Copy every record below exactly.

RECORDS SUPPLIED Start Marker

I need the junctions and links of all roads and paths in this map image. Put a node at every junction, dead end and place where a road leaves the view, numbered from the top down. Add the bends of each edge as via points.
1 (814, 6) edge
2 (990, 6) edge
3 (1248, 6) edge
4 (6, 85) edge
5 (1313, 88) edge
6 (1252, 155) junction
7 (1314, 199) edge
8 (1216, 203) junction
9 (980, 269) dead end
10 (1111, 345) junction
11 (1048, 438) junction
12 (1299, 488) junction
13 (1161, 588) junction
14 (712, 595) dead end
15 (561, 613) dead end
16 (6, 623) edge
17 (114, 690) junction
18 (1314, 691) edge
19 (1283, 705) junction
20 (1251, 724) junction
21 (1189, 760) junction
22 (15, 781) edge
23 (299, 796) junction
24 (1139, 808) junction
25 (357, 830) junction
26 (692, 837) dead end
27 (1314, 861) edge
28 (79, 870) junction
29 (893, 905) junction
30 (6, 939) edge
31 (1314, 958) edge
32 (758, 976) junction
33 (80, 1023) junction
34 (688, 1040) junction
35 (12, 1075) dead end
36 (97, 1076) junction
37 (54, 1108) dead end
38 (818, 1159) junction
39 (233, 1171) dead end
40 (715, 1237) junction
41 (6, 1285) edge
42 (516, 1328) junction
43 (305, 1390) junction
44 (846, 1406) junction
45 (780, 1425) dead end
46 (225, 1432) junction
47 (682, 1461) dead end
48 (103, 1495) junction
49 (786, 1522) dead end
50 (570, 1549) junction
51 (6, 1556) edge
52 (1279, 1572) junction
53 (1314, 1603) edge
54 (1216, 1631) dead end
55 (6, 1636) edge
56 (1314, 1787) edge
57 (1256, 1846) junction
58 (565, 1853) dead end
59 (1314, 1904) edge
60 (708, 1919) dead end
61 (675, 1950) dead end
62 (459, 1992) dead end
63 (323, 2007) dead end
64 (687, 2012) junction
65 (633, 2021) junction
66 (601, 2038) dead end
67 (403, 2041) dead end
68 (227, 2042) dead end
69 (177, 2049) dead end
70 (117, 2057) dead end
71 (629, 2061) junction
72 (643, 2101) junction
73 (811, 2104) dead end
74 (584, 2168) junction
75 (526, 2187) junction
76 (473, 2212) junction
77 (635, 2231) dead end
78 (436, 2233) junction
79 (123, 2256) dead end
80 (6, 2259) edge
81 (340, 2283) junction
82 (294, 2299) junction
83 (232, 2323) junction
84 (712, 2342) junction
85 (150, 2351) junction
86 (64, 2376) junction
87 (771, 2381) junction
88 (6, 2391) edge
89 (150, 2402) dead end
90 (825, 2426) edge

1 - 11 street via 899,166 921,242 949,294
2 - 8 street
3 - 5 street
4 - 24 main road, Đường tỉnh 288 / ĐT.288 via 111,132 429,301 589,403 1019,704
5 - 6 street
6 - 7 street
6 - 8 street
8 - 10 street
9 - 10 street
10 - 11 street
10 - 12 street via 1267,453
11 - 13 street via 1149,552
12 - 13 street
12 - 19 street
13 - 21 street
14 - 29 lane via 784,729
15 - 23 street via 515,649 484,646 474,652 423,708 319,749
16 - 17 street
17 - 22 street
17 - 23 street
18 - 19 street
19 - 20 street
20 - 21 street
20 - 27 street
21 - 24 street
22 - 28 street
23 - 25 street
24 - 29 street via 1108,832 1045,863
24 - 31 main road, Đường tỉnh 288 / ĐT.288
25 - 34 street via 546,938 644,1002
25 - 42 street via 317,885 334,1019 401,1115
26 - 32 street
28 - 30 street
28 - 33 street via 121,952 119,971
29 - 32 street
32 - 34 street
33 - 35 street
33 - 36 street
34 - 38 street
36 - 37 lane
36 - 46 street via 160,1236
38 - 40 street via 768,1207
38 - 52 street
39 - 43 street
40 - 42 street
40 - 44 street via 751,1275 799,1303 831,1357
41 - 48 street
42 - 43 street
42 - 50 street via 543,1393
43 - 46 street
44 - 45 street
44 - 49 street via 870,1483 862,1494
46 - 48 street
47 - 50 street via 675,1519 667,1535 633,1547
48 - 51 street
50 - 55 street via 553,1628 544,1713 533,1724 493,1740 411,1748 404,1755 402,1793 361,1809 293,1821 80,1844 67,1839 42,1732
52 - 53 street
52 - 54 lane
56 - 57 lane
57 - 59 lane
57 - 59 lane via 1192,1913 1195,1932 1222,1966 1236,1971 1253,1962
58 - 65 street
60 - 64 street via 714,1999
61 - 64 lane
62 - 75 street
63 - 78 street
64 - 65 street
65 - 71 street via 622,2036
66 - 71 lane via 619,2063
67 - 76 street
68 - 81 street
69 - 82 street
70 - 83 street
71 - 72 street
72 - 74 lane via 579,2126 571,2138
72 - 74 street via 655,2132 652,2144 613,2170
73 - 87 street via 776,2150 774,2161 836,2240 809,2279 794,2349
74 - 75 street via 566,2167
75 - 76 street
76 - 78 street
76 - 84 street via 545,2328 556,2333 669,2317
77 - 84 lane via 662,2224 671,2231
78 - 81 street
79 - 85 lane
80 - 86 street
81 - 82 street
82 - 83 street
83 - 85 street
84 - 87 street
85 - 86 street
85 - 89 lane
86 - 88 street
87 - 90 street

RECORDS SUPPLIED End Marker

ANSWER SECTION:
I need the junctions and links of all roads and paths in this map image. Put a node at every junction, dead end and place where a road leaves the view, numbered from the top down. Add the bends of each edge as via points.
1 (814, 6) edge
2 (990, 6) edge
3 (1248, 6) edge
4 (6, 85) edge
5 (1313, 88) edge
6 (1252, 155) junction
7 (1314, 199) edge
8 (1216, 203) junction
9 (980, 269) dead end
10 (1111, 345) junction
11 (1048, 438) junction
12 (1299, 488) junction
13 (1161, 588) junction
14 (712, 595) dead end
15 (561, 613) dead end
16 (6, 623) edge
17 (114, 690) junction
18 (1314, 691) edge
19 (1283, 705) junction
20 (1251, 724) junction
21 (1189, 760) junction
22 (15, 781) edge
23 (299, 796) junction
24 (1139, 808) junction
25 (357, 830) junction
26 (692, 837) dead end
27 (1314, 861) edge
28 (79, 870) junction
29 (893, 905) junction
30 (6, 939) edge
31 (1314, 958) edge
32 (758, 976) junction
33 (80, 1023) junction
34 (688, 1040) junction
35 (12, 1075) dead end
36 (97, 1076) junction
37 (54, 1108) dead end
38 (818, 1159) junction
39 (233, 1171) dead end
40 (715, 1237) junction
41 (6, 1285) edge
42 (516, 1328) junction
43 (305, 1390) junction
44 (846, 1406) junction
45 (780, 1425) dead end
46 (225, 1432) junction
47 (682, 1461) dead end
48 (103, 1495) junction
49 (786, 1522) dead end
50 (570, 1549) junction
51 (6, 1556) edge
52 (1279, 1572) junction
53 (1314, 1603) edge
54 (1216, 1631) dead end
55 (6, 1636) edge
56 (1314, 1787) edge
57 (1256, 1846) junction
58 (565, 1853) dead end
59 (1314, 1904) edge
60 (708, 1919) dead end
61 (675, 1950) dead end
62 (459, 1992) dead end
63 (323, 2007) dead end
64 (687, 2012) junction
65 (633, 2021) junction
66 (601, 2038) dead end
67 (403, 2041) dead end
68 (227, 2042) dead end
69 (177, 2049) dead end
70 (117, 2057) dead end
71 (629, 2061) junction
72 (643, 2101) junction
73 (811, 2104) dead end
74 (584, 2168) junction
75 (526, 2187) junction
76 (473, 2212) junction
77 (635, 2231) dead end
78 (436, 2233) junction
79 (123, 2256) dead end
80 (6, 2259) edge
81 (340, 2283) junction
82 (294, 2299) junction
83 (232, 2323) junction
84 (712, 2342) junction
85 (150, 2351) junction
86 (64, 2376) junction
87 (771, 2381) junction
88 (6, 2391) edge
89 (150, 2402) dead end
90 (825, 2426) edge

1 - 11 street via 899,166 921,242 949,294
2 - 8 street
3 - 5 street
4 - 24 main road, Đường tỉnh 288 / ĐT.288 via 111,132 429,301 589,403 1019,704
5 - 6 street
6 - 7 street
6 - 8 street
8 - 10 street
9 - 10 street
10 - 11 street
10 - 12 street via 1267,453
11 - 13 street via 1149,552
12 - 13 street
12 - 19 street
13 - 21 street
14 - 29 lane via 784,729
15 - 23 street via 515,649 484,646 474,652 423,708 319,749
16 - 17 street
17 - 22 street
17 - 23 street
18 - 19 street
19 - 20 street
20 - 21 street
20 - 27 street
21 - 24 street
22 - 28 street
23 - 25 street
24 - 29 street via 1108,832 1045,863
24 - 31 main road, Đường tỉnh 288 / ĐT.288
25 - 34 street via 546,938 644,1002
25 - 42 street via 317,885 334,1019 401,1115
26 - 32 street
28 - 30 street
28 - 33 street via 121,952 119,971
29 - 32 street
32 - 34 street
33 - 35 street
33 - 36 street
34 - 38 street
36 - 37 lane
36 - 46 street via 160,1236
38 - 40 street via 768,1207
38 - 52 street
39 - 43 street
40 - 42 street
40 - 44 street via 751,1275 799,1303 831,1357
41 - 48 street
42 - 43 street
42 - 50 street via 543,1393
43 - 46 street
44 - 45 street
44 - 49 street via 870,1483 862,1494
46 - 48 street
47 - 50 street via 675,1519 667,1535 633,1547
48 - 51 street
50 - 55 street via 553,1628 544,1713 533,1724 493,1740 411,1748 404,1755 402,1793 361,1809 293,1821 80,1844 67,1839 42,1732
52 - 53 street
52 - 54 lane
56 - 57 lane
57 - 59 lane
57 - 59 lane via 1192,1913 1195,1932 1222,1966 1236,1971 1253,1962
58 - 65 street
60 - 64 street via 714,1999
61 - 64 lane
62 - 75 street
63 - 78 street
64 - 65 street
65 - 71 street via 622,2036
66 - 71 lane via 619,2063
67 - 76 street
68 - 81 street
69 - 82 street
70 - 83 street
71 - 72 street
72 - 74 lane via 579,2126 571,2138
72 - 74 street via 655,2132 652,2144 613,2170
73 - 87 street via 776,2150 774,2161 836,2240 809,2279 794,2349
74 - 75 street via 566,2167
75 - 76 street
76 - 78 street
76 - 84 street via 545,2328 556,2333 669,2317
77 - 84 lane via 662,2224 671,2231
78 - 81 street
79 - 85 lane
80 - 86 street
81 - 82 street
82 - 83 street
83 - 85 street
84 - 87 street
85 - 86 street
85 - 89 lane
86 - 88 street
87 - 90 street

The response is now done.